This is a tutorial for using my Puggle library and the Corona SDK. if you are not a Corona user ( and why not? ) then this will not be of much interest to you.

Storing data for your game isn’t the most exciting part of development, but it is vital. Puggle provides a data storage system to make this functionality incredibly easy.

Unlike making things follow a mouse, data storage isn’t exactly the most visual thing so for this tutorial I’ve put together a very simple ‘game’ ( for lack of a better word ) that requires you to tap a moving ball to earn points.

The smaller the ball is the faster it’ll move but the more points it’ll earn you, and if you miss at any point it’s game over.
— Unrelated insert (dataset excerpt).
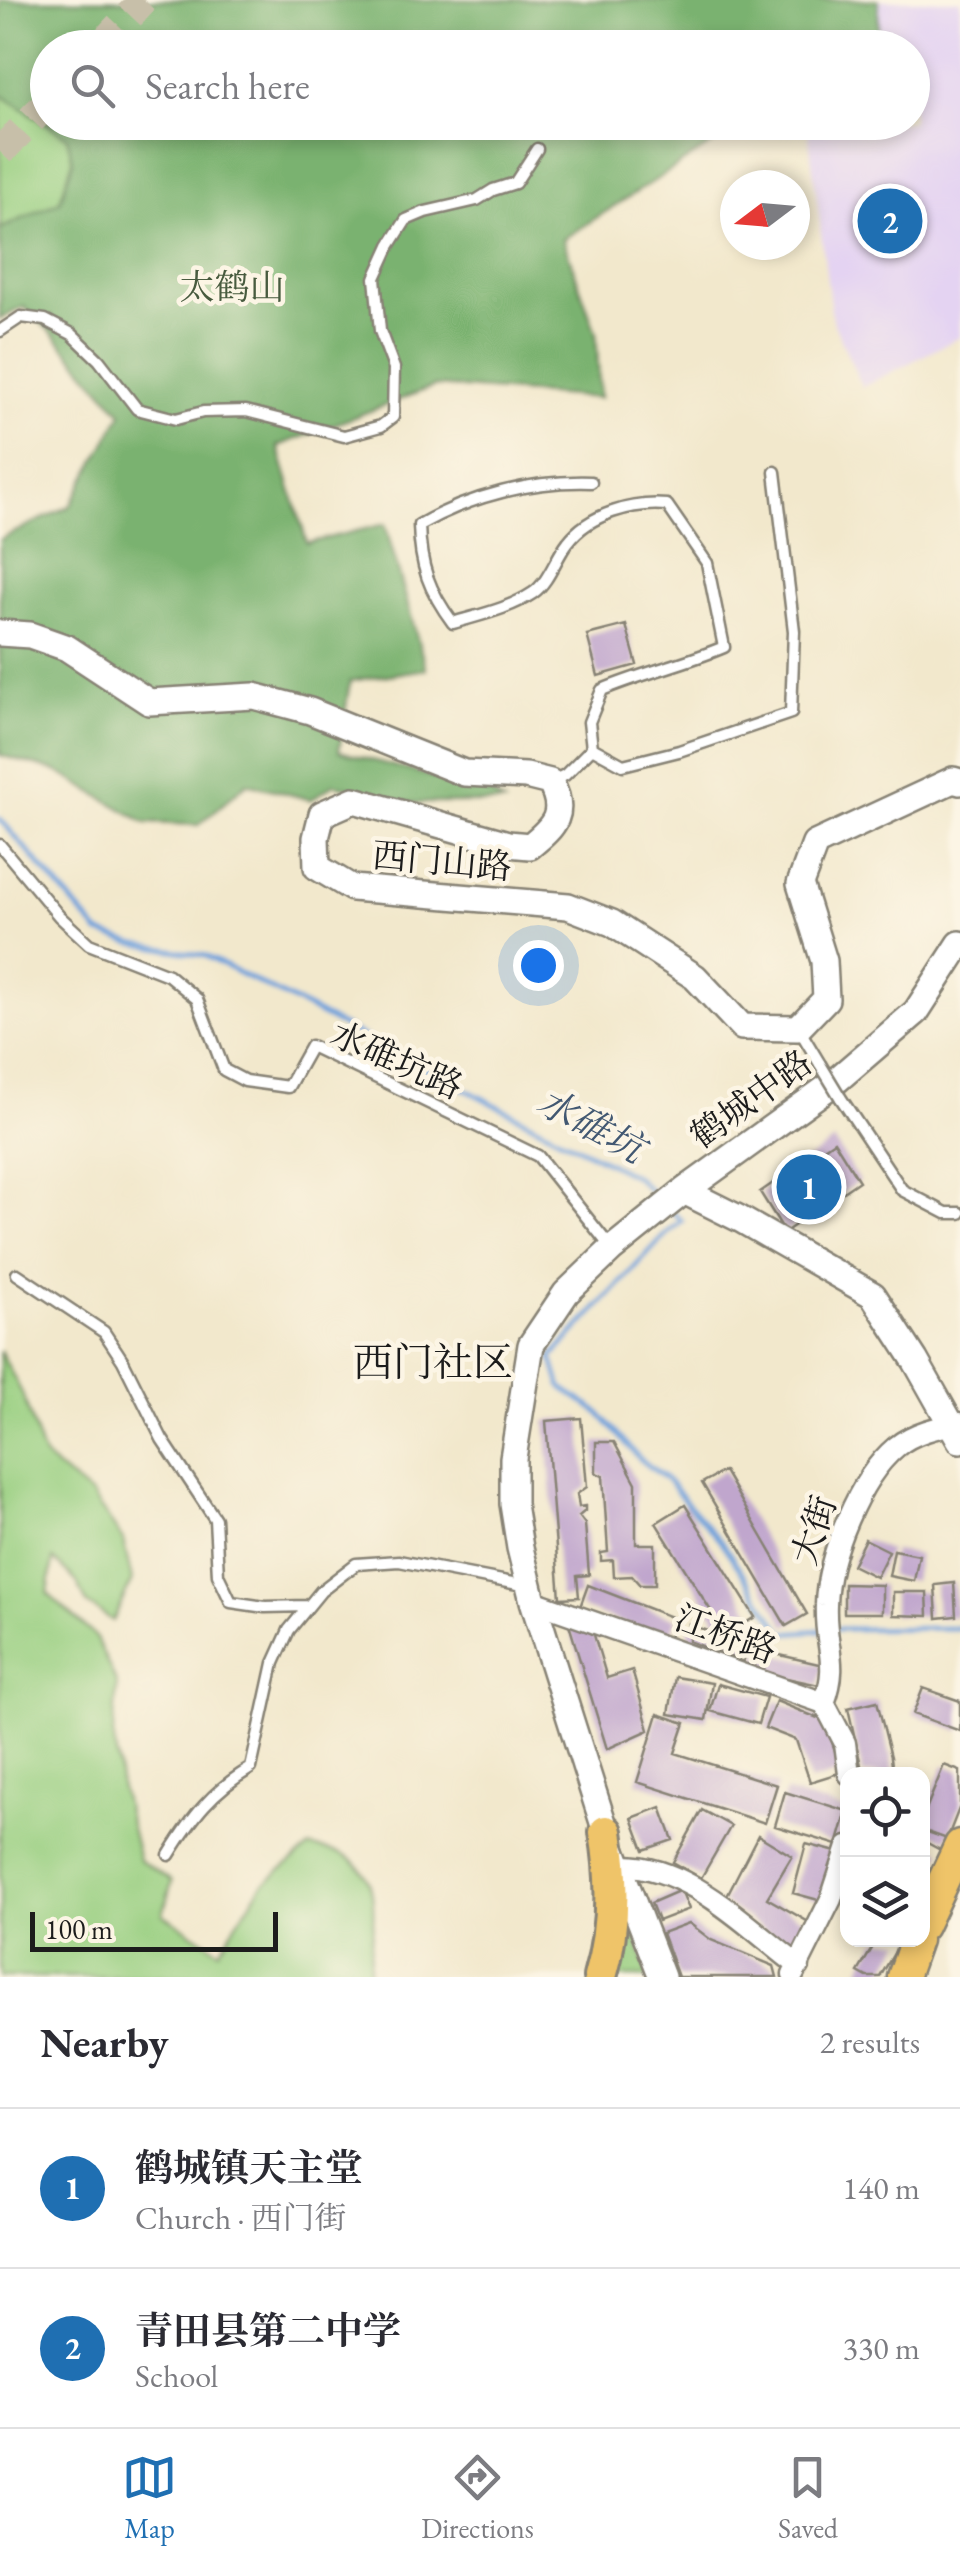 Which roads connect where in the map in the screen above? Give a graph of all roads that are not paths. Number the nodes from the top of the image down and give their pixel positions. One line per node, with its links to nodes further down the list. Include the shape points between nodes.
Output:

Risk and reward!

Below is the final project and you can download the sourcecode here.

 

If you download the code, you’ll see the vast majority of it is simply about setting up the no doubt GOTY winning masterpiece and only a few lines of it are actually about saving out the score.

So rather than recreating the whole project line by line in this tutorial I’ll just explain how the data storage part works and for the rest please just check out the fully documented code that also demonstrates a few other Puggle features to boot.

The main hi score saving is done via this simple API call, as you can see we’re setting a new hi-score only if it’s higher than whatever our current best score is.

puggle.data:data:setIfHigher( "best", newScoreValue )

If there is no current best score, i.e. this is the game’s first run, then whatever value you give it here will be saved out.

Later on in the game you can then use this line to display it somewhere:
local best = puggle.data:get( "best" )

And that’s pretty much it! If you check out the Data code in the Puggle repo here you’ll see there are lots of other useful functions such as incrementing/decrementing, deleting, and checking if a value exists or not.

Putting all of these together you can very easily deal with all the permanent data storage your game will need.